Where does "Morotolola" occur in the listing? Copy every line that holds it.

+-------+

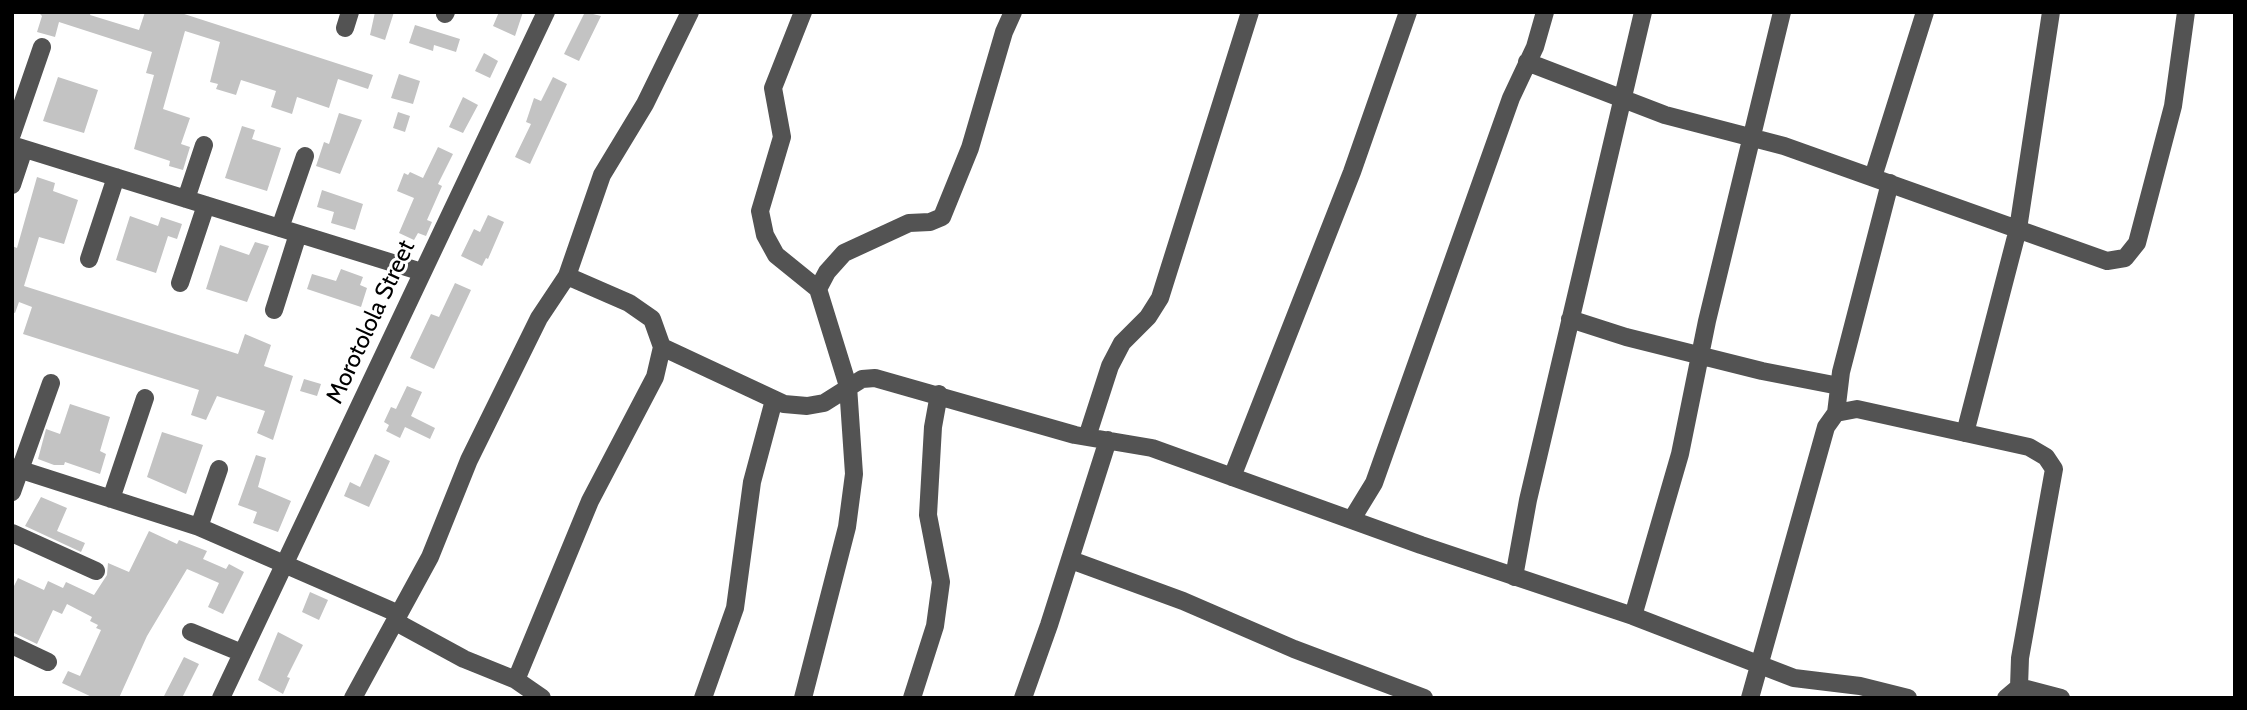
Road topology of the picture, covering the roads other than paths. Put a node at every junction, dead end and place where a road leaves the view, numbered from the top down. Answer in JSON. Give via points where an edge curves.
{"nodes":[{"id":1,"x":546,"y":12,"type":"edge"},
{"id":2,"x":690,"y":12,"type":"edge"},
{"id":3,"x":803,"y":12,"type":"edge"},
{"id":4,"x":1013,"y":12,"type":"edge"},
{"id":5,"x":1250,"y":12,"type":"edge"},
{"id":6,"x":1408,"y":12,"type":"edge"},
{"id":7,"x":1545,"y":12,"type":"edge"},
{"id":8,"x":1643,"y":12,"type":"edge"},
{"id":9,"x":1782,"y":12,"type":"edge"},
{"id":10,"x":1925,"y":12,"type":"edge"},
{"id":11,"x":2051,"y":12,"type":"edge"},
{"id":12,"x":2186,"y":12,"type":"edge"},
{"id":13,"x":42,"y":47,"type":"dead end"},
{"id":14,"x":1527,"y":62,"type":"junction"},
{"id":15,"x":1624,"y":99,"type":"junction"},
{"id":16,"x":12,"y":134,"type":"edge"},
{"id":17,"x":1751,"y":137,"type":"junction"},
{"id":18,"x":204,"y":145,"type":"dead end"},
{"id":19,"x":18,"y":147,"type":"edge"},
{"id":20,"x":305,"y":156,"type":"dead end"},
{"id":21,"x":116,"y":177,"type":"junction"},
{"id":22,"x":1882,"y":180,"type":"junction"},
{"id":23,"x":12,"y":185,"type":"edge"},
{"id":24,"x":186,"y":199,"type":"junction"},
{"id":25,"x":206,"y":205,"type":"junction"},
{"id":26,"x":280,"y":228,"type":"junction"},
{"id":27,"x":2018,"y":229,"type":"junction"},
{"id":28,"x":298,"y":234,"type":"junction"},
{"id":29,"x":89,"y":259,"type":"dead end"},
{"id":30,"x":422,"y":272,"type":"junction"},
{"id":31,"x":567,"y":276,"type":"junction"},
{"id":32,"x":180,"y":284,"type":"dead end"},
{"id":33,"x":818,"y":289,"type":"junction"},
{"id":34,"x":274,"y":310,"type":"dead end"},
{"id":35,"x":1570,"y":318,"type":"junction"},
{"id":36,"x":662,"y":347,"type":"junction"},
{"id":37,"x":1700,"y":355,"type":"junction"},
{"id":38,"x":51,"y":383,"type":"dead end"},
{"id":39,"x":848,"y":386,"type":"junction"},
{"id":40,"x":1839,"y":386,"type":"junction"},
{"id":41,"x":939,"y":394,"type":"junction"},
{"id":42,"x":145,"y":398,"type":"dead end"},
{"id":43,"x":774,"y":400,"type":"junction"},
{"id":44,"x":1836,"y":413,"type":"junction"},
{"id":45,"x":1965,"y":433,"type":"junction"},
{"id":46,"x":1087,"y":437,"type":"junction"},
{"id":47,"x":1108,"y":440,"type":"junction"},
{"id":48,"x":17,"y":469,"type":"edge"},
{"id":49,"x":219,"y":469,"type":"dead end"},
{"id":50,"x":1232,"y":477,"type":"junction"},
{"id":51,"x":12,"y":492,"type":"edge"},
{"id":52,"x":111,"y":499,"type":"junction"},
{"id":53,"x":1352,"y":519,"type":"junction"},
{"id":54,"x":199,"y":527,"type":"junction"},
{"id":55,"x":12,"y":533,"type":"edge"},
{"id":56,"x":1071,"y":560,"type":"junction"},
{"id":57,"x":285,"y":563,"type":"junction"},
{"id":58,"x":96,"y":572,"type":"dead end"},
{"id":59,"x":1514,"y":577,"type":"junction"},
{"id":60,"x":1633,"y":615,"type":"junction"},
{"id":61,"x":398,"y":618,"type":"junction"},
{"id":62,"x":191,"y":632,"type":"dead end"},
{"id":63,"x":12,"y":645,"type":"edge"},
{"id":64,"x":242,"y":653,"type":"junction"},
{"id":65,"x":48,"y":662,"type":"dead end"},
{"id":66,"x":1757,"y":665,"type":"junction"},
{"id":67,"x":516,"y":680,"type":"junction"},
{"id":68,"x":2012,"y":692,"type":"edge"},
{"id":69,"x":221,"y":698,"type":"edge"},
{"id":70,"x":353,"y":698,"type":"edge"},
{"id":71,"x":542,"y":698,"type":"edge"},
{"id":72,"x":703,"y":698,"type":"edge"},
{"id":73,"x":803,"y":698,"type":"edge"},
{"id":74,"x":912,"y":698,"type":"edge"},
{"id":75,"x":1023,"y":698,"type":"edge"},
{"id":76,"x":1424,"y":698,"type":"edge"},
{"id":77,"x":1750,"y":698,"type":"edge"},
{"id":78,"x":1908,"y":698,"type":"edge"},
{"id":79,"x":2061,"y":698,"type":"edge"}],
"edges":[{"from":1,"to":30,"type":"street","name":"Morotolola Street"},
{"from":2,"to":31,"type":"street","via":[[645,104],[602,175]]},
{"from":3,"to":33,"type":"street","via":[[773,88],[782,136],[760,211],[765,235],[776,255]]},
{"from":4,"to":33,"type":"street","via":[[971,148],[942,217],[909,223],[844,253]]},
{"from":5,"to":46,"type":"street","via":[[1160,298],[1110,366]]},
{"from":6,"to":50,"type":"street","via":[[1352,172]]},
{"from":7,"to":14,"type":"street"},
{"from":8,"to":15,"type":"street"},
{"from":9,"to":17,"type":"street"},
{"from":10,"to":22,"type":"street"},
{"from":11,"to":27,"type":"street"},
{"from":12,"to":27,"type":"street","via":[[2173,106],[2137,243],[2125,258],[2107,261]]},
{"from":13,"to":16,"type":"street"},
{"from":14,"to":15,"type":"street"},
{"from":14,"to":53,"type":"street","via":[[1374,483]]},
{"from":15,"to":17,"type":"street","via":[[1665,115]]},
{"from":15,"to":35,"type":"street"},
{"from":17,"to":22,"type":"street"},
{"from":17,"to":37,"type":"street"},
{"from":18,"to":24,"type":"street"},
{"from":19,"to":21,"type":"street"},
{"from":19,"to":23,"type":"street"},
{"from":20,"to":26,"type":"street"},
{"from":21,"to":24,"type":"street"},
{"from":21,"to":29,"type":"street"},
{"from":22,"to":27,"type":"street"},
{"from":22,"to":40,"type":"street"},
{"from":24,"to":25,"type":"street"},
{"from":25,"to":26,"type":"street"},
{"from":25,"to":32,"type":"street"},
{"from":26,"to":28,"type":"street"},
{"from":27,"to":45,"type":"street"},
{"from":28,"to":30,"type":"street"},
{"from":28,"to":34,"type":"street"},
{"from":30,"to":57,"type":"street","name":"Morotolola Street"},
{"from":31,"to":36,"type":"street","via":[[629,303],[652,320]]},
{"from":31,"to":61,"type":"street","via":[[539,318]]},
{"from":33,"to":39,"type":"street"},
{"from":35,"to":37,"type":"street"},
{"from":35,"to":59,"type":"street"},
{"from":36,"to":43,"type":"street"},
{"from":36,"to":67,"type":"street","via":[[655,377],[590,501]]},
{"from":37,"to":40,"type":"street"},
{"from":37,"to":60,"type":"street","via":[[1680,454]]},
{"from":38,"to":48,"type":"street"},
{"from":39,"to":41,"type":"street","via":[[874,378]]},
{"from":39,"to":43,"type":"street","via":[[824,403],[807,406]]},
{"from":39,"to":73,"type":"street","via":[[855,474],[847,527]]},
{"from":40,"to":44,"type":"street"},
{"from":41,"to":46,"type":"street"},
{"from":41,"to":74,"type":"street","via":[[928,515],[941,582],[935,626]]},
{"from":42,"to":52,"type":"street"},
{"from":43,"to":72,"type":"street","via":[[752,482],[735,608]]},
{"from":44,"to":45,"type":"street","via":[[1857,409]]},
{"from":44,"to":66,"type":"street","via":[[1826,427]]},
{"from":45,"to":68,"type":"street","via":[[2029,447],[2046,457],[2054,469]]},
{"from":46,"to":47,"type":"street"},
{"from":47,"to":50,"type":"street","via":[[1152,448]]},
{"from":47,"to":56,"type":"street"},
{"from":48,"to":51,"type":"street"},
{"from":48,"to":52,"type":"street"},
{"from":49,"to":54,"type":"street"},
{"from":50,"to":53,"type":"street"},
{"from":52,"to":54,"type":"street"},
{"from":53,"to":59,"type":"street"},
{"from":54,"to":57,"type":"street"},
{"from":55,"to":58,"type":"street"},
{"from":56,"to":75,"type":"street"},
{"from":56,"to":76,"type":"street"},
{"from":57,"to":61,"type":"street"},
{"from":57,"to":64,"type":"street","name":"Morotolola Street"},
{"from":59,"to":60,"type":"street"},
{"from":60,"to":66,"type":"street"},
{"from":61,"to":67,"type":"street","via":[[464,659]]},
{"from":61,"to":70,"type":"street"},
{"from":62,"to":64,"type":"street"},
{"from":63,"to":65,"type":"street"},
{"from":64,"to":69,"type":"street","name":"Morotolola Street"},
{"from":66,"to":77,"type":"street"},
{"from":66,"to":78,"type":"street","via":[[1794,678],[1860,685]]},
{"from":67,"to":71,"type":"street"},
{"from":68,"to":79,"type":"street"}]}
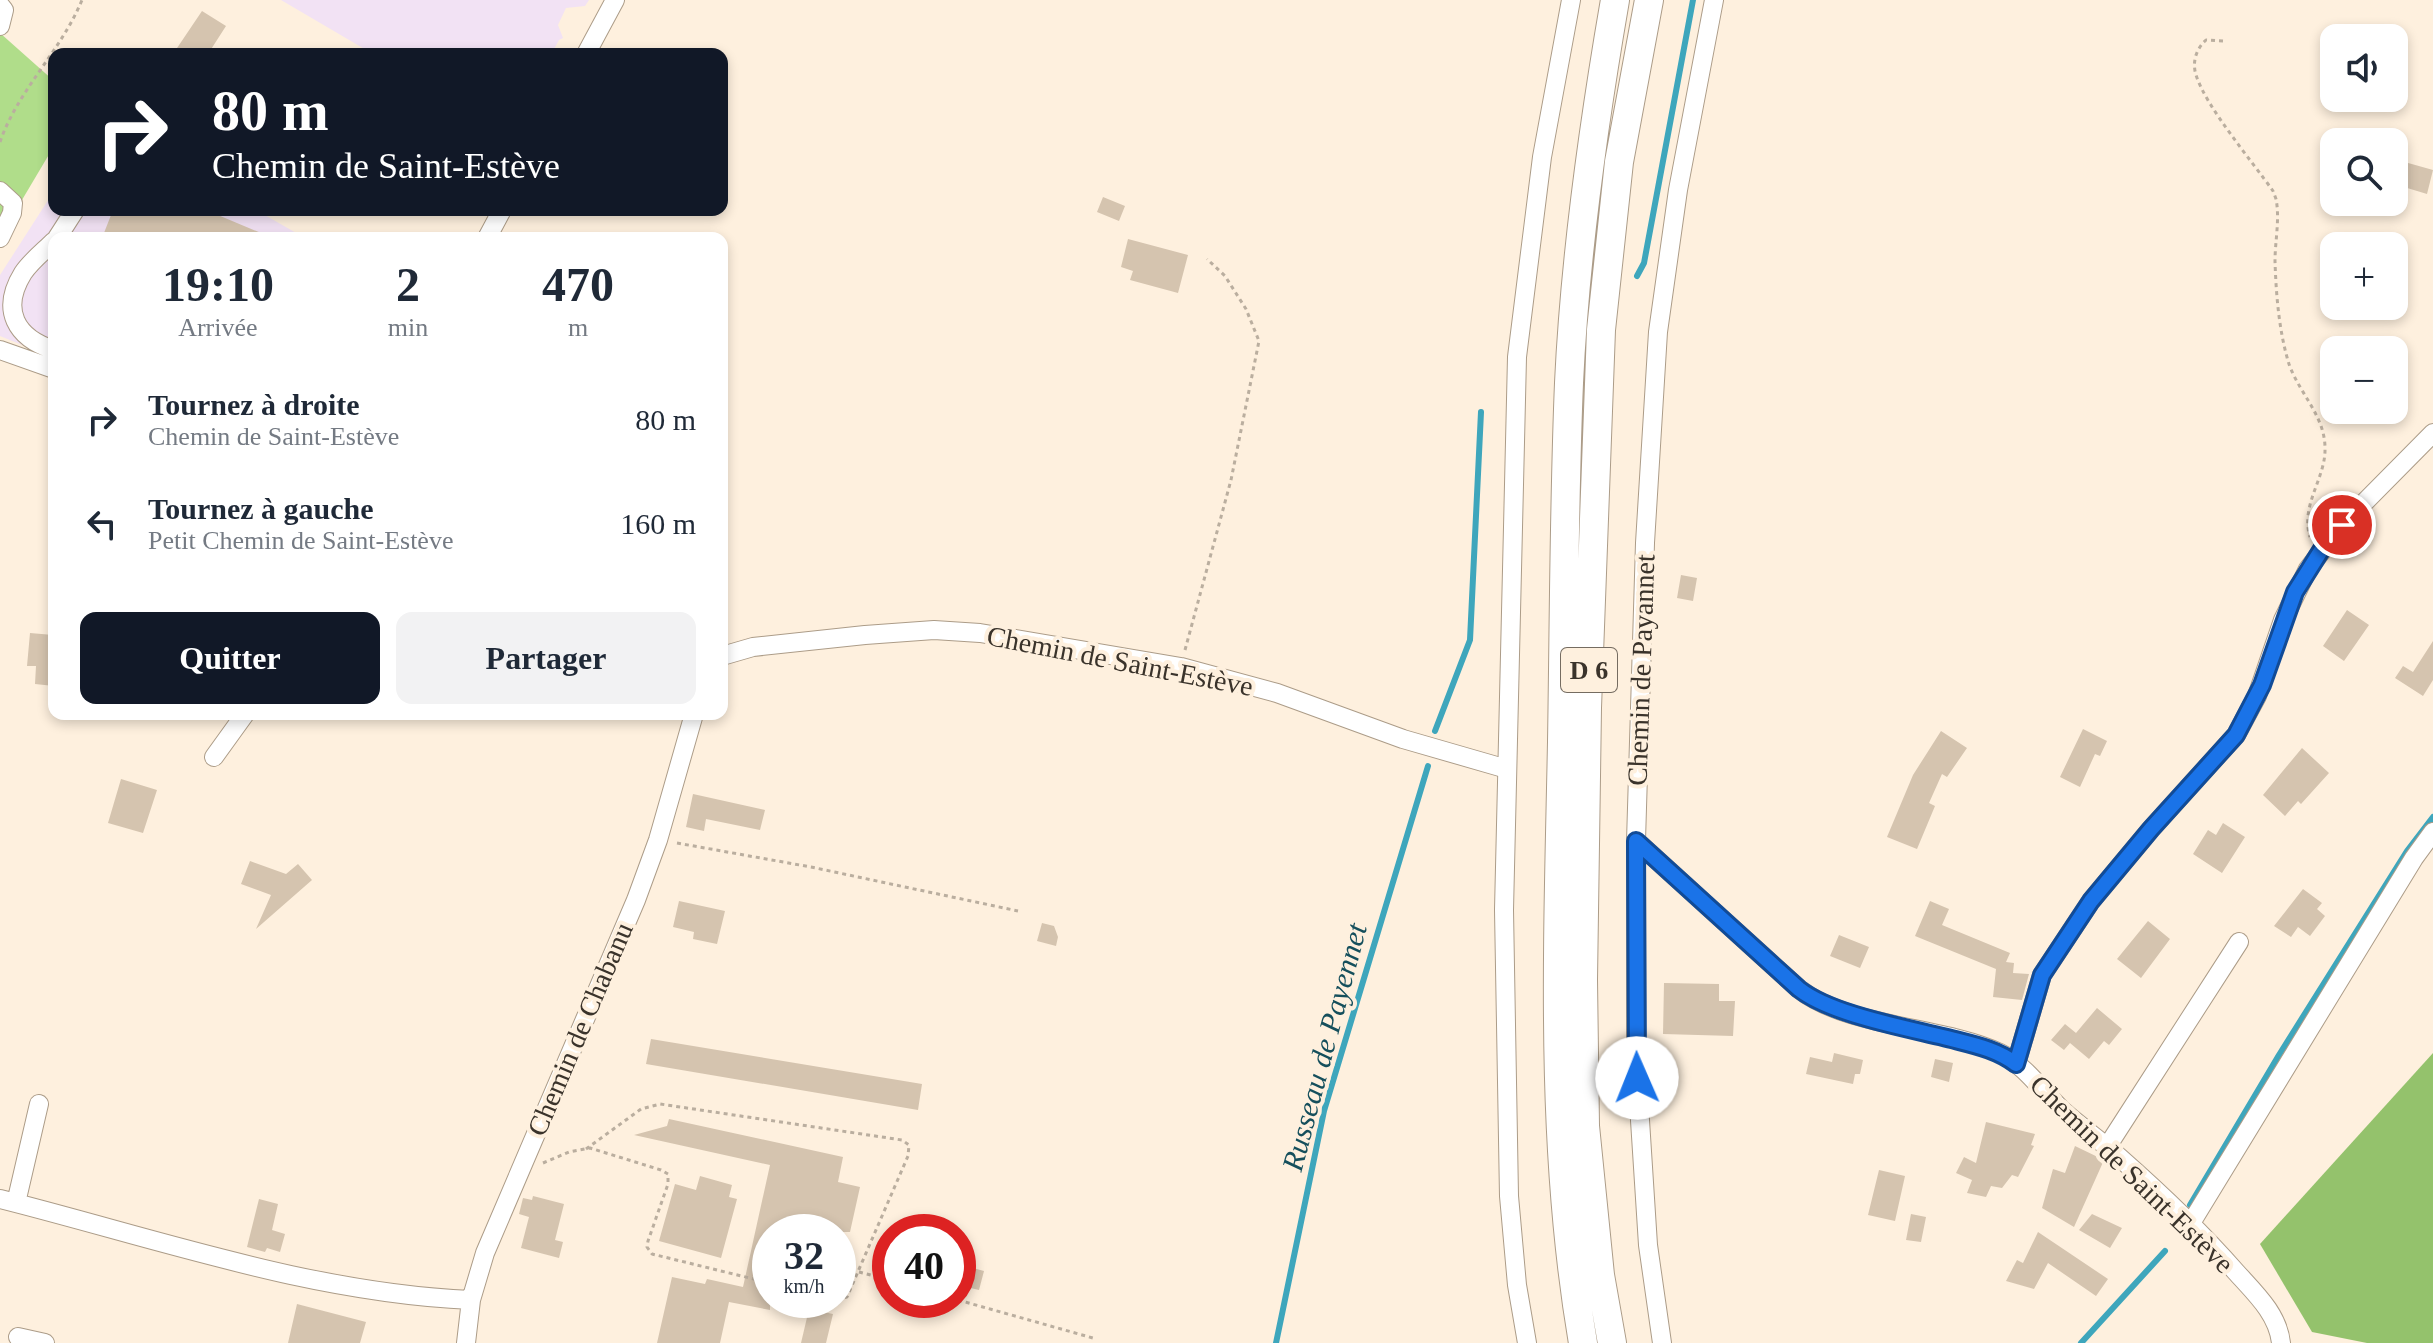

+-------+

**Your solution**.
"edges":[{"from":1,"to":30,"type":"street","name":"Morotolola Street"},
{"from":30,"to":57,"type":"street","name":"Morotolola Street"},
{"from":57,"to":64,"type":"street","name":"Morotolola Street"},
{"from":64,"to":69,"type":"street","name":"Morotolola Street"},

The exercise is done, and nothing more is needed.